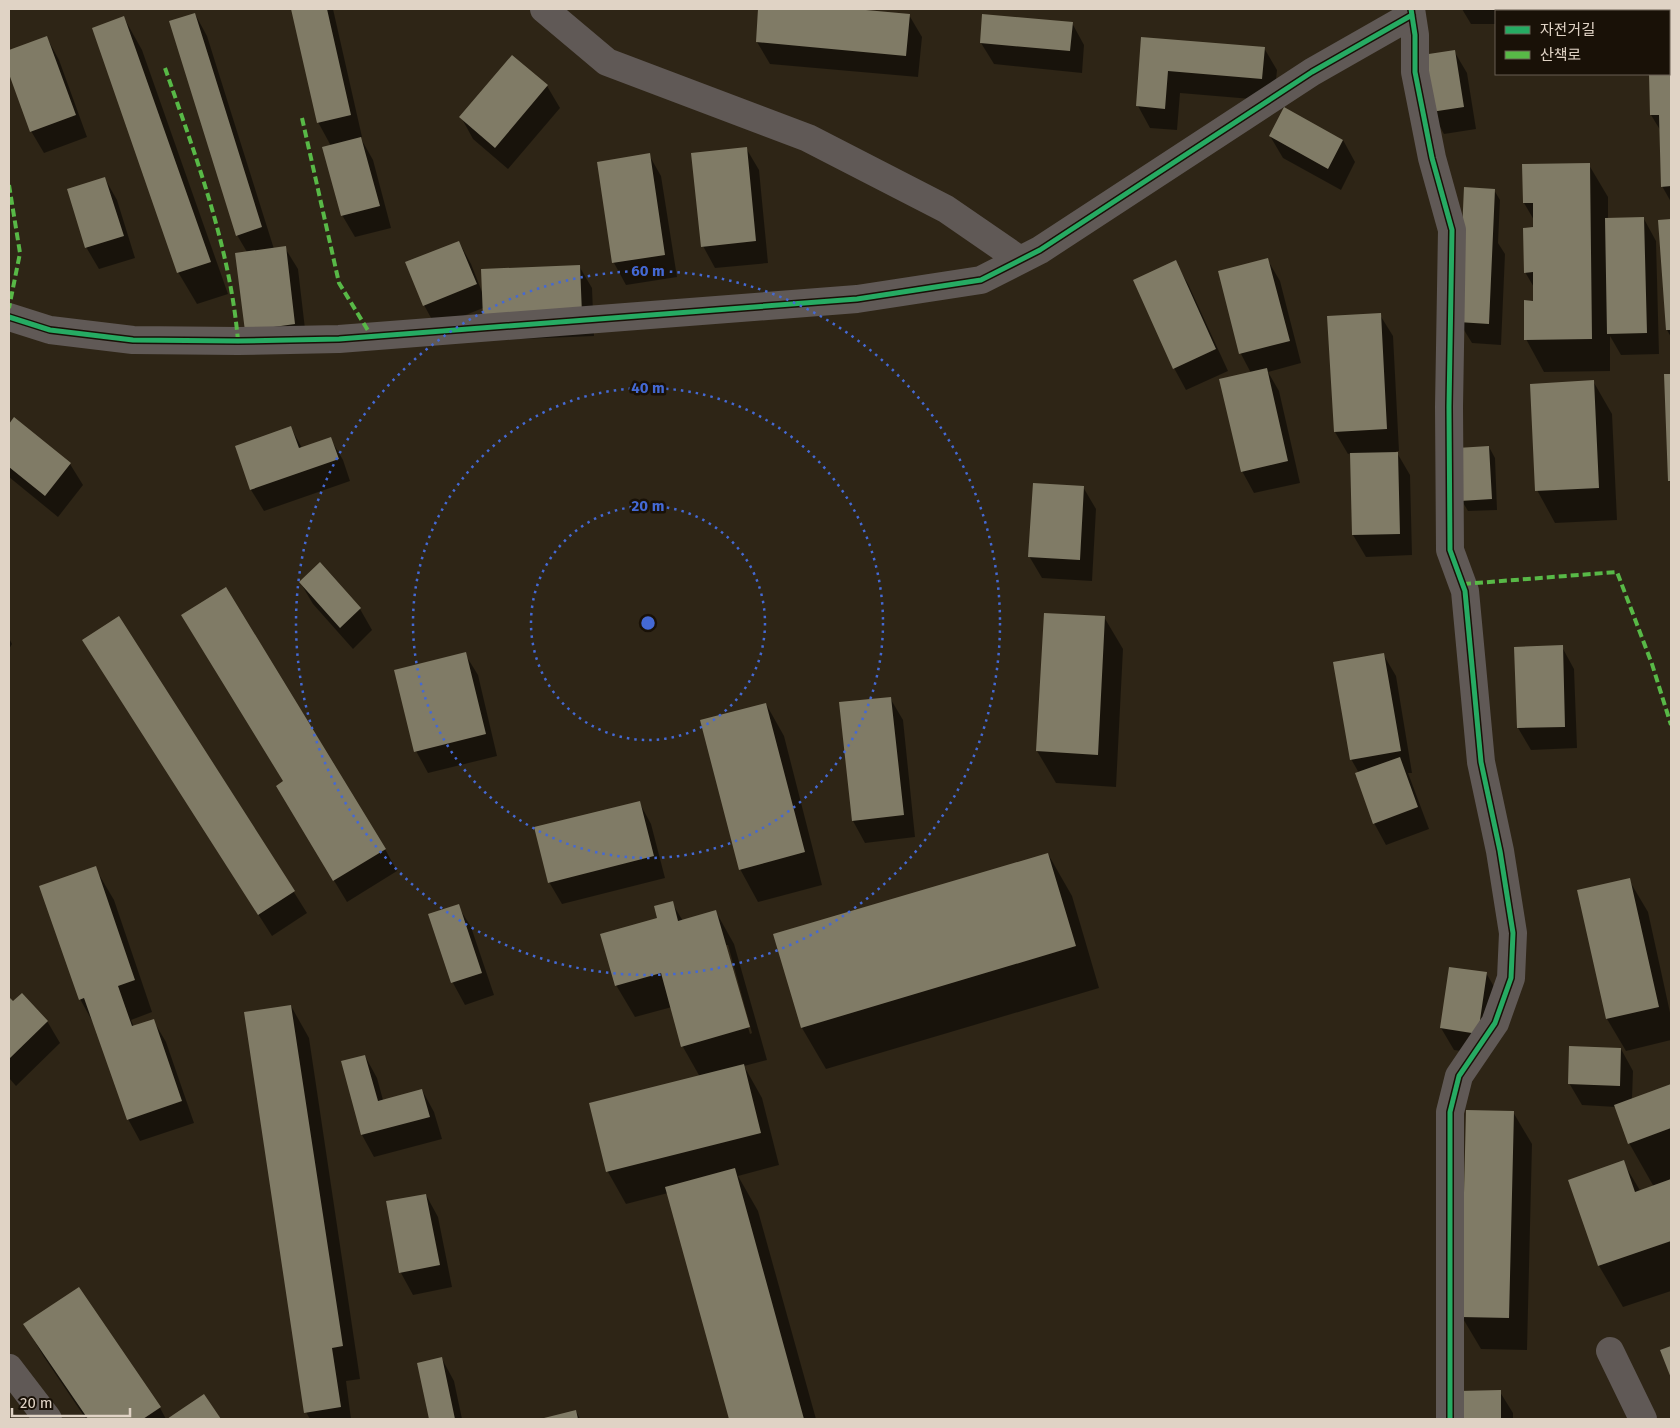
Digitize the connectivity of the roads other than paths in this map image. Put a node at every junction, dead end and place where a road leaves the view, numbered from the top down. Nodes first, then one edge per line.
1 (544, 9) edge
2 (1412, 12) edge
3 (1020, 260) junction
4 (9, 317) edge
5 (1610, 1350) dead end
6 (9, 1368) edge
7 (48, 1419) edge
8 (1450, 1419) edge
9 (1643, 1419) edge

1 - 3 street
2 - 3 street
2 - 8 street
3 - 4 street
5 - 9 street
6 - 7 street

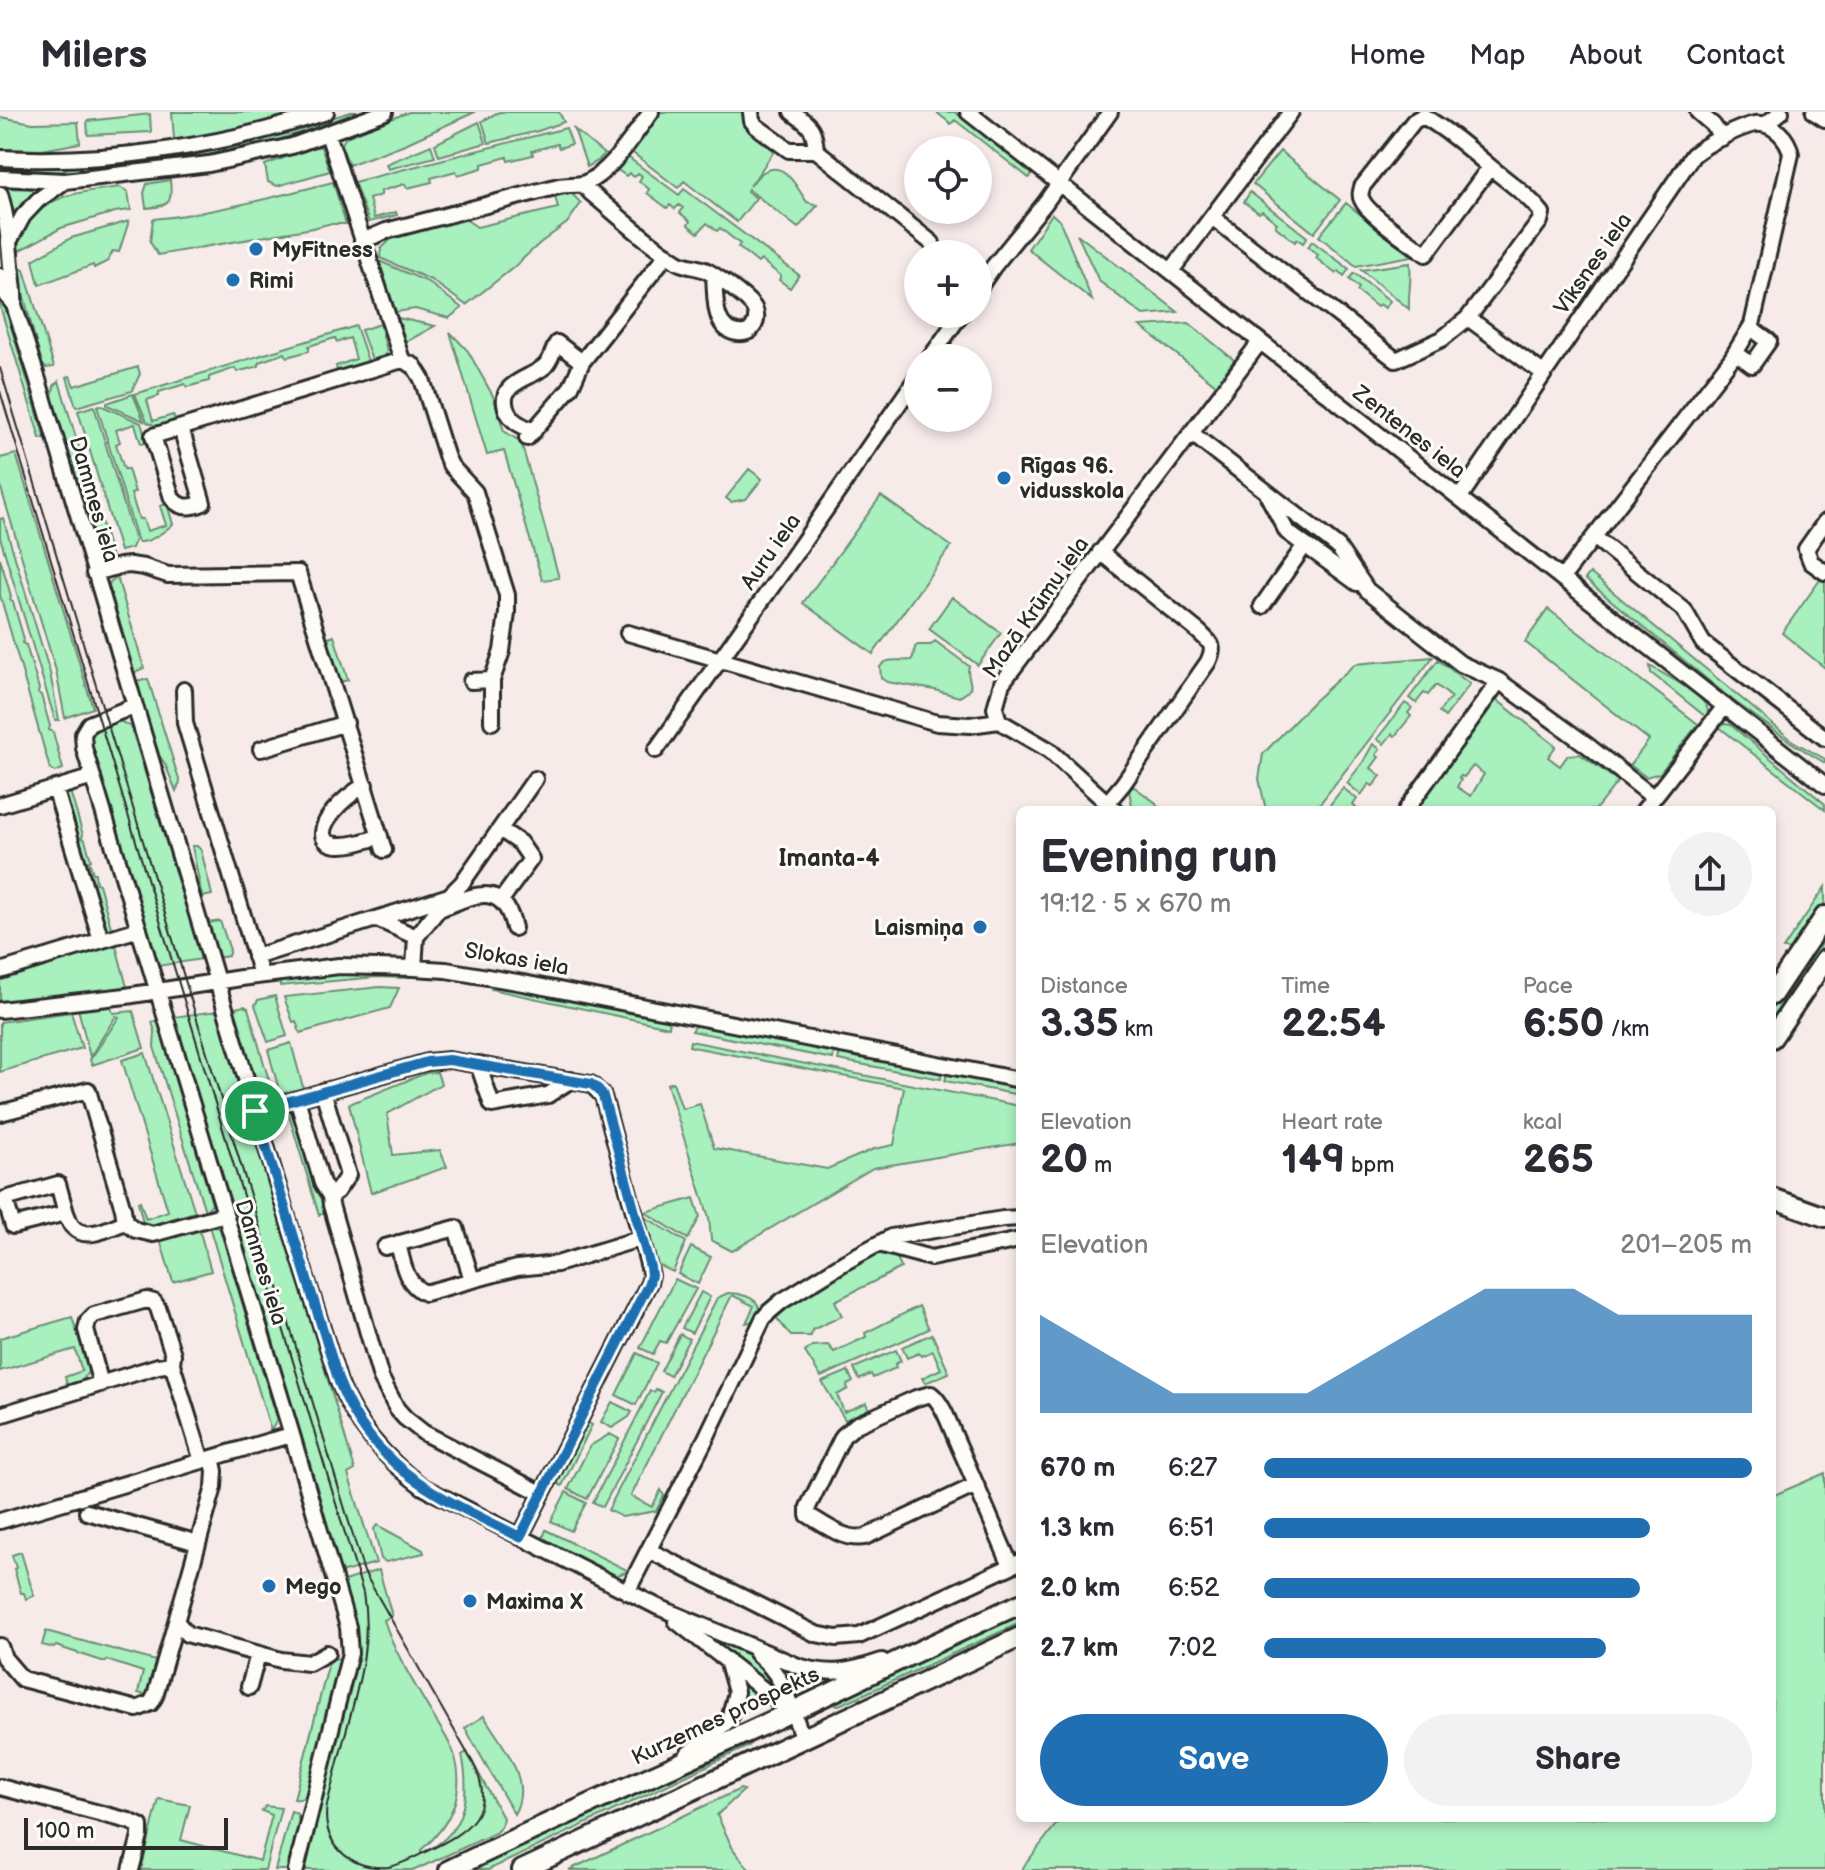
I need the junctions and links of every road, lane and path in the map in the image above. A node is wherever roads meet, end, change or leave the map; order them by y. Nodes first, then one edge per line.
...
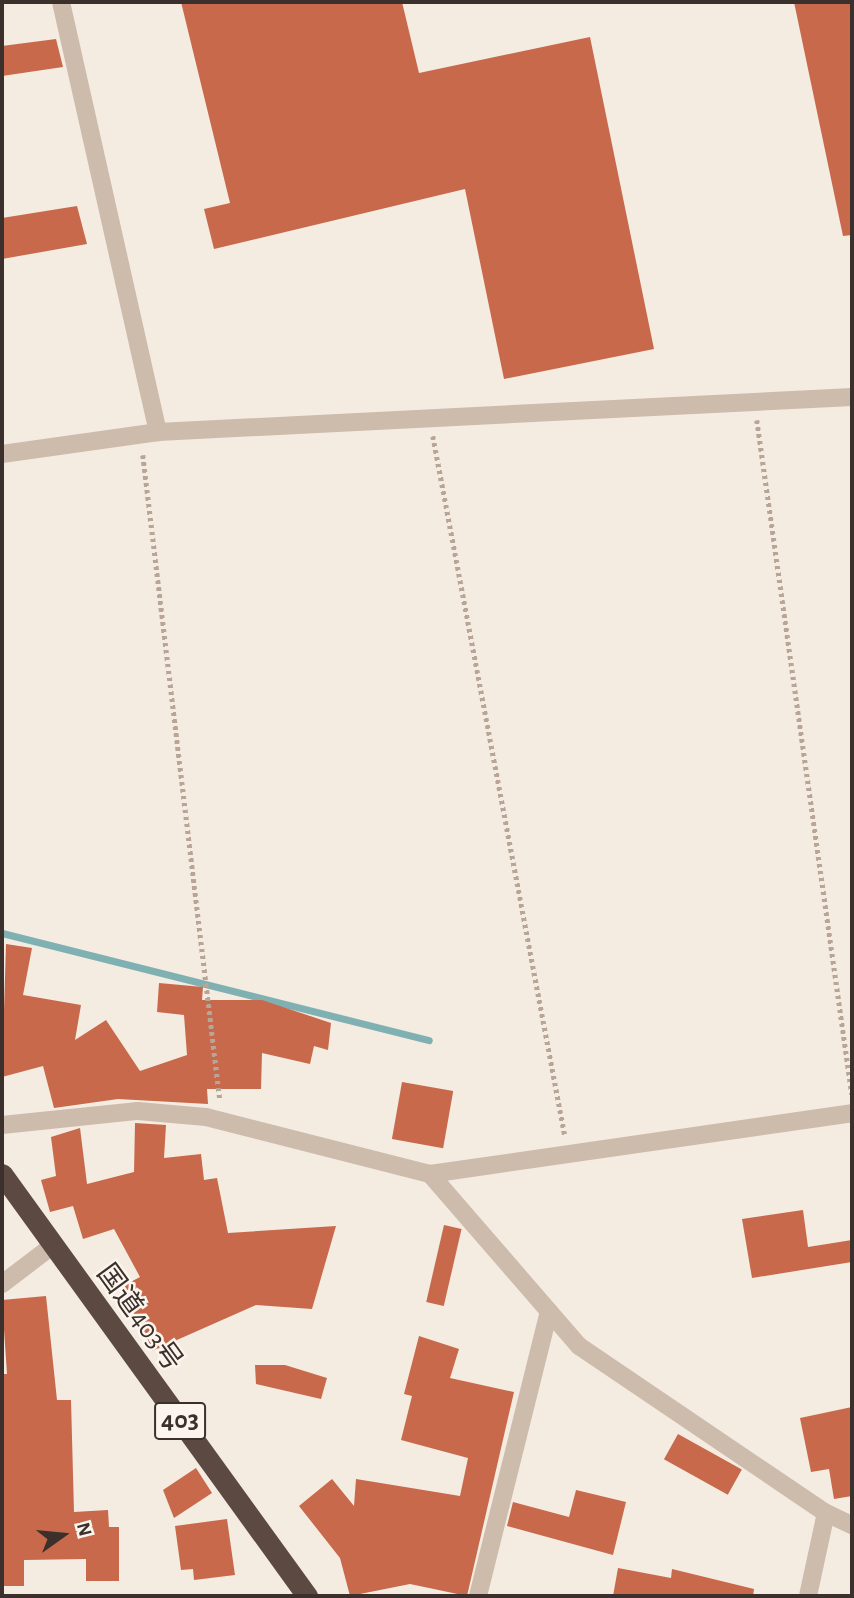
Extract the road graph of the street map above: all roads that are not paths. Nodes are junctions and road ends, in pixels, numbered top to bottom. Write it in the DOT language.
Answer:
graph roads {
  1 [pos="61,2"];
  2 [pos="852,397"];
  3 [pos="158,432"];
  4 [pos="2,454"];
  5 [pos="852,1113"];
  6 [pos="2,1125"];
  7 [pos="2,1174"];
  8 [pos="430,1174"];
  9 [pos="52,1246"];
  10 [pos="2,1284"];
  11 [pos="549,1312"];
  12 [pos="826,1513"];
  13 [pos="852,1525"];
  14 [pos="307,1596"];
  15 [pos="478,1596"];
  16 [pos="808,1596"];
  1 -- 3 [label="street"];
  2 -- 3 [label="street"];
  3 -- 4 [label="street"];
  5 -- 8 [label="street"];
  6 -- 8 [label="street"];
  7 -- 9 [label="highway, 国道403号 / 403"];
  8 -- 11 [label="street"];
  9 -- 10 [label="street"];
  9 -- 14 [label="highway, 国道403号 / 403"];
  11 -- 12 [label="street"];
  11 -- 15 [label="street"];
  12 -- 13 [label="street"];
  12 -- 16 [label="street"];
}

#### [Assignment]
Beginning with the line that contains "Digitize the connectivity" and ending with the line that contains "I need the junctions", reproduce the listing exactly, pictures excluded.

#### [Task result]
Digitize the connectivity of the roads other than paths in this map image. Put a node at every junction, dead end and place where a road leaves the view, numbered from the top down. Nodes first, then one edge per line.
1 (544, 9) edge
2 (1412, 12) edge
3 (1020, 260) junction
4 (9, 317) edge
5 (1610, 1350) dead end
6 (9, 1368) edge
7 (48, 1419) edge
8 (1450, 1419) edge
9 (1643, 1419) edge

1 - 3 street
2 - 3 street
2 - 8 street
3 - 4 street
5 - 9 street
6 - 7 street

I need the junctions and links of every road, lane and path in the map in the image above. A node is wherever roads meet, end, change or leave the map; order them by y. Nodes first, then one edge per line.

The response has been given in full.